WHAT YOU SHOULD DO:
Report only the number of lines in the entries below that hold the word "dict".

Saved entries
:::::
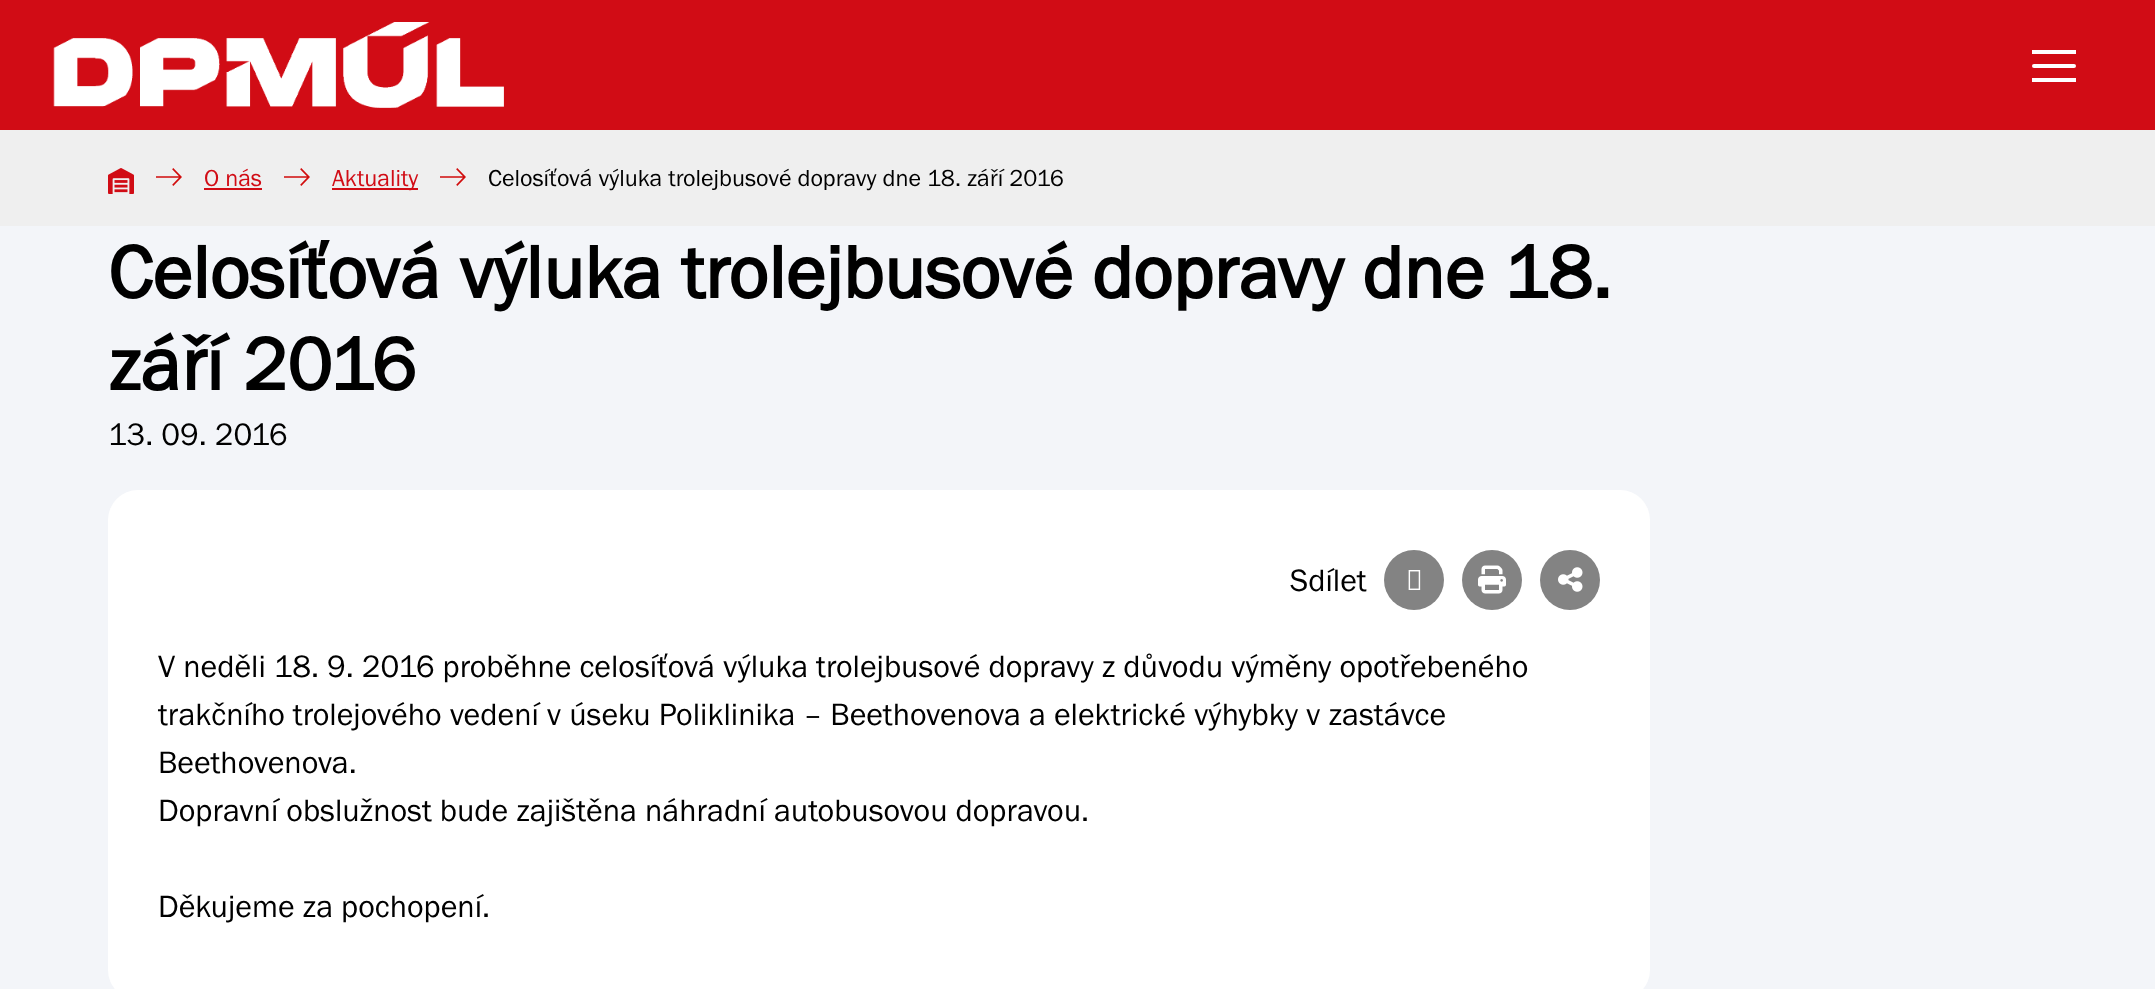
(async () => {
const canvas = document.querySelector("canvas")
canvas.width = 2155
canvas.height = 989
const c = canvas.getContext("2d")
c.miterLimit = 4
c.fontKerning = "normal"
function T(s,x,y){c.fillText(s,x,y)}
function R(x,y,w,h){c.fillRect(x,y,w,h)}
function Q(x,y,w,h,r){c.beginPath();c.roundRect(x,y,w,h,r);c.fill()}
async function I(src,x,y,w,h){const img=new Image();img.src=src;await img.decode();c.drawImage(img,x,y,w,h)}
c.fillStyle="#f3f5f9"
R(0,0,2155,989)
c.fillStyle="#d10c15"
R(0,0,2155,130)
await I("1.png",53,22,451,86)
c.fillStyle="#fff"
R(2032,50,44,4)
Q(2032,64,44,4,2)
R(2032,78,44,4)
c.fillStyle="#efefef"
R(0,130,2155,96)
await I("2.png",108,168,26,26)
await I("3.png",156,168,26,18)
c.font="24px Franklin Gothic"
c.fillStyle="#d10c15"
T("O nás",204,186)
R(204,188,58,2)
await I("3.png",284,168,26,18)
R(332,188,86,2)
T("Aktuality",332,186)
await I("3.png",440,168,26,18)
c.fillStyle="#000"
T("Celosíťová výluka trolejbusové dopravy dne 18. září 2016",488,186)
c.font="bold 76.3px Franklin Gothic"
T("Celosíťová výluka trolejbusové dopravy dne 18.",108,298)
T("září 2016",108,390)
c.font="32px Franklin Gothic"
T("13. 09. 2016",108,445)
c.fillStyle="#fff"
Q(108,490,1542,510,30)
c.fillStyle="#000"
T("Sdílet",1290,591)
c.fillStyle="#838383"
c.beginPath()
c.arc(1414,580,30,0,7)
c.fill()
await I("4.png",1408,570,13,20)
c.beginPath()
c.arc(1492,580,30,0,7)
c.fill()
await I("5.png",1478,565,28,29)
c.beginPath()
c.arc(1570,580,30,0,7)
c.fill()
await I("6.png",1558,567,25,25)
c.fillStyle="#000"
T("V neděli 18. 9. 2016 proběhne celosíťová výluka trolejbusové dopravy z důvodu výměny opotřebeného",158,677)
T("trakčního trolejového vedení v úseku Poliklinika – Beethovenova a elektrické výhybky v zastávce",158,725)
T("Beethovenova.",158,773)
T("Dopravní obslužnost bude zajištěna náhradní autobusovou dopravou.",158,821)
T("Děkujeme za pochopení.",158,917)
})()
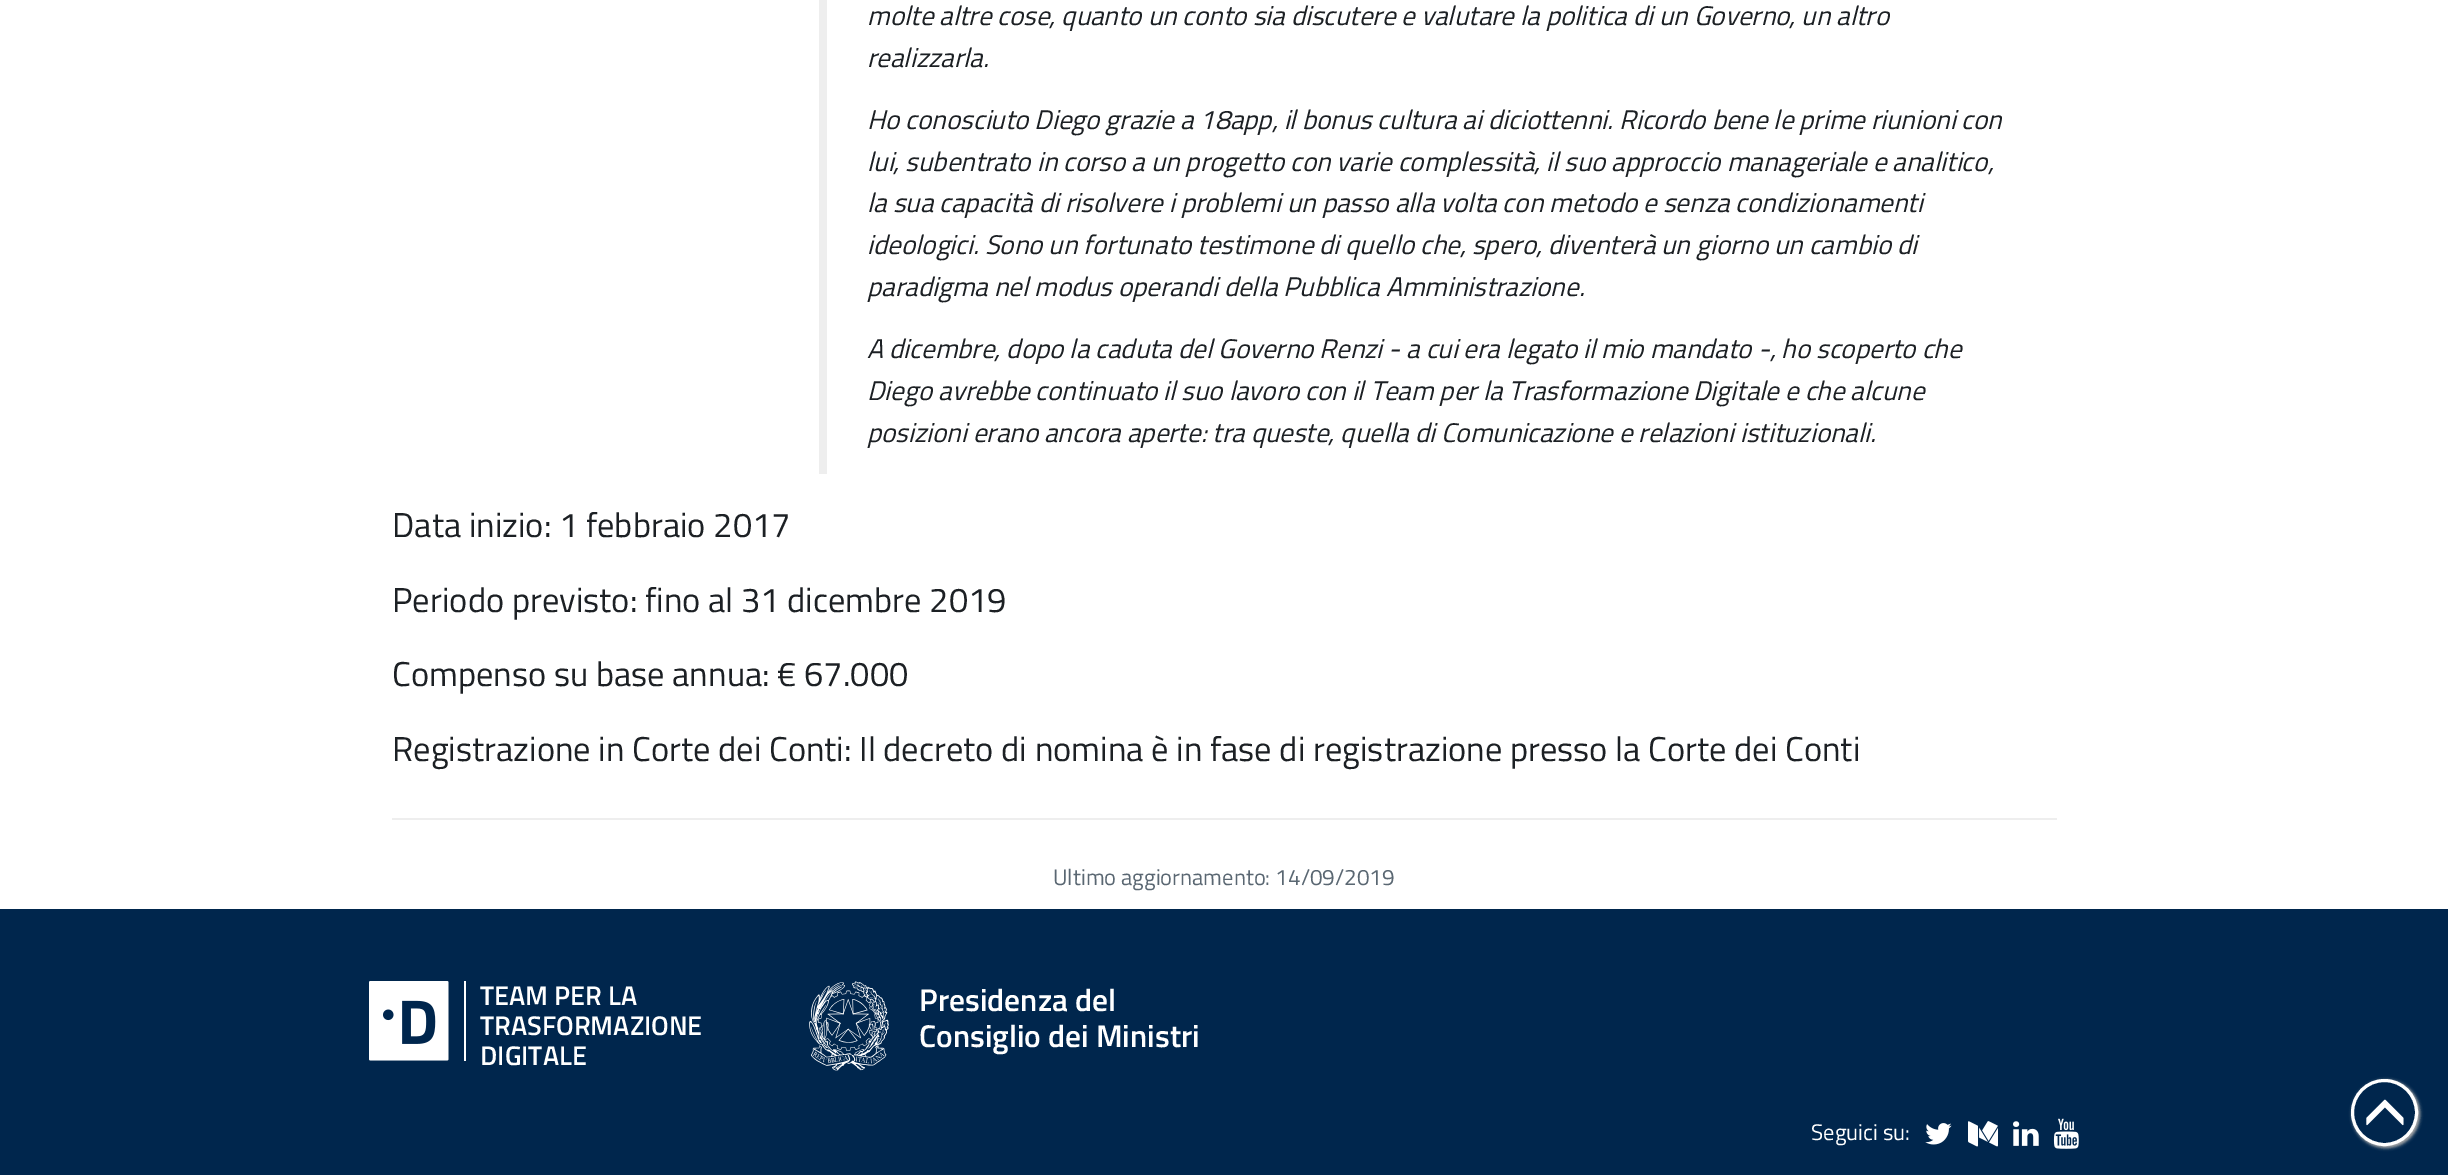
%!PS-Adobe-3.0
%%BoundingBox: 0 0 2448 1175
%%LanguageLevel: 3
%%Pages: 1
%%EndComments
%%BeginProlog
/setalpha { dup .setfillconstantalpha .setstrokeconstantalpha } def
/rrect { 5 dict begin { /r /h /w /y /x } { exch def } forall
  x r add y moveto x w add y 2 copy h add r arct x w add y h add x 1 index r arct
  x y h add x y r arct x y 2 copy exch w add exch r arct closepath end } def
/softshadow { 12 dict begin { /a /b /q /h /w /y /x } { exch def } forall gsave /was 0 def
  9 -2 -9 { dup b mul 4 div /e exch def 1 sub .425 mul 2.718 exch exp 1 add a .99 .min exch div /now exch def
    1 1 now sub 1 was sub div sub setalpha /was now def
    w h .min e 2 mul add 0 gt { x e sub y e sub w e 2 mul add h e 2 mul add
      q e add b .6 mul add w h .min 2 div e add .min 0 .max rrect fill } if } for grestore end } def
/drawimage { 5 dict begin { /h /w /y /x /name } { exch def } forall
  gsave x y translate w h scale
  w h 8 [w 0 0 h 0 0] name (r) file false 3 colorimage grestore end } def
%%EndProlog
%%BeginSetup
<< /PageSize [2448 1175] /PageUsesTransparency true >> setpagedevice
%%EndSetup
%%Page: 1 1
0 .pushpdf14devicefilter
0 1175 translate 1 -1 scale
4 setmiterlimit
1 setgray
0 0 2448 1175 rectfill
0.933 setgray
819 0 8 474 rectfill
392 818 1665 2 rectfill
0 0.149 0.302 setrgbcolor
0 909 2448 266 rectfill
1 setgray
464 981 2 80 rectfill
(images/1.raw) 369 981 80 80 drawimage
(images/2.raw) 809 981 80 90 drawimage
(images/3.raw) 1925 1123 27 22 drawimage
(images/4.raw) 1968 1121 30 26 drawimage
(images/5.raw) 2013 1121 26 25 drawimage
(images/6.raw) 2053 1118 26 31 drawimage
0.667 setgray
2352 1080 68 68 34 1.5 1 softshadow
0 0.149 0.302 setrgbcolor
newpath 2384.5 1112.5 32 0 360 arc closepath gsave fill grestore
1 setgray
3 setlinewidth
stroke
(images/7.raw) 2366 1099 38 27 drawimage
/TitilliumWeb-Italic [27 0 0 -27 0 0] selectfont
0.11 0.125 0.141 setrgbcolor
867 25 moveto (molte altre cose, quanto un conto sia discutere e valutare la politica di un Governo, un altro) show
867 67 moveto (realizzarla.) show
867 129 moveto (Ho conosciuto Diego grazie a 18app, il bonus cultura ai diciottenni. Ricordo bene le prime riunioni con) show
867 171 moveto (lui, subentrato in corso a un progetto con varie complessità, il suo approccio manageriale e analitico,) show
867 212 moveto (la sua capacità di risolvere i problemi un passo alla volta con metodo e senza condizionamenti) show
867 254 moveto (ideologici. Sono un fortunato testimone di quello che, spero, diventerà un giorno un cambio di) show
867 296 moveto (paradigma nel modus operandi della Pubblica Amministrazione.) show
867 358 moveto (A dicembre, dopo la caduta del Governo Renzi - a cui era legato il mio mandato -, ho scoperto che) show
867 400 moveto (Diego avrebbe continuato il suo lavoro con il Team per la Trasformazione Digitale e che alcune) show
867 442 moveto (posizioni erano ancora aperte: tra queste, quella di Comunicazione e relazioni istituzionali.) show
/TitilliumWeb-Regular [34.5 0 0 -34.5 0 0] selectfont
392 537 moveto (Data inizio: 1 febbraio 2017) show
392 612 moveto (Periodo previsto: fino al 31 dicembre 2019) show
392 686 moveto (Compenso su base annua: € 67.000) show
392 761 moveto (Registrazione in Corte dei Conti: Il decreto di nomina è in fase di registrazione presso la Corte dei Conti) show
/TitilliumWeb-Regular [22.5 0 0 -22.5 0 0] selectfont
0.353 0.404 0.447 setrgbcolor
1053 885 moveto (Ultimo aggiornamento: 14/09/2019) show
/TitilliumWeb-SemiBold [27 0 0 -27 0 0] selectfont
1 setgray
480 1005 moveto (TEAM PER LA) show
480 1035 moveto (TRASFORMAZIONE) show
480 1065 moveto (DIGITALE) show
/TitilliumWeb-SemiBold [31.5 0 0 -31.5 0 0] selectfont
919 1011 moveto (Presidenza del) show
919 1047 moveto (Consiglio dei Ministri) show
/TitilliumWeb-Regular [22.5 0 0 -22.5 0 0] selectfont
1811 1140 moveto (Seguici su:) show
.poppdf14devicefilter showpage
%%EOF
:::::
THE ANSWER:
3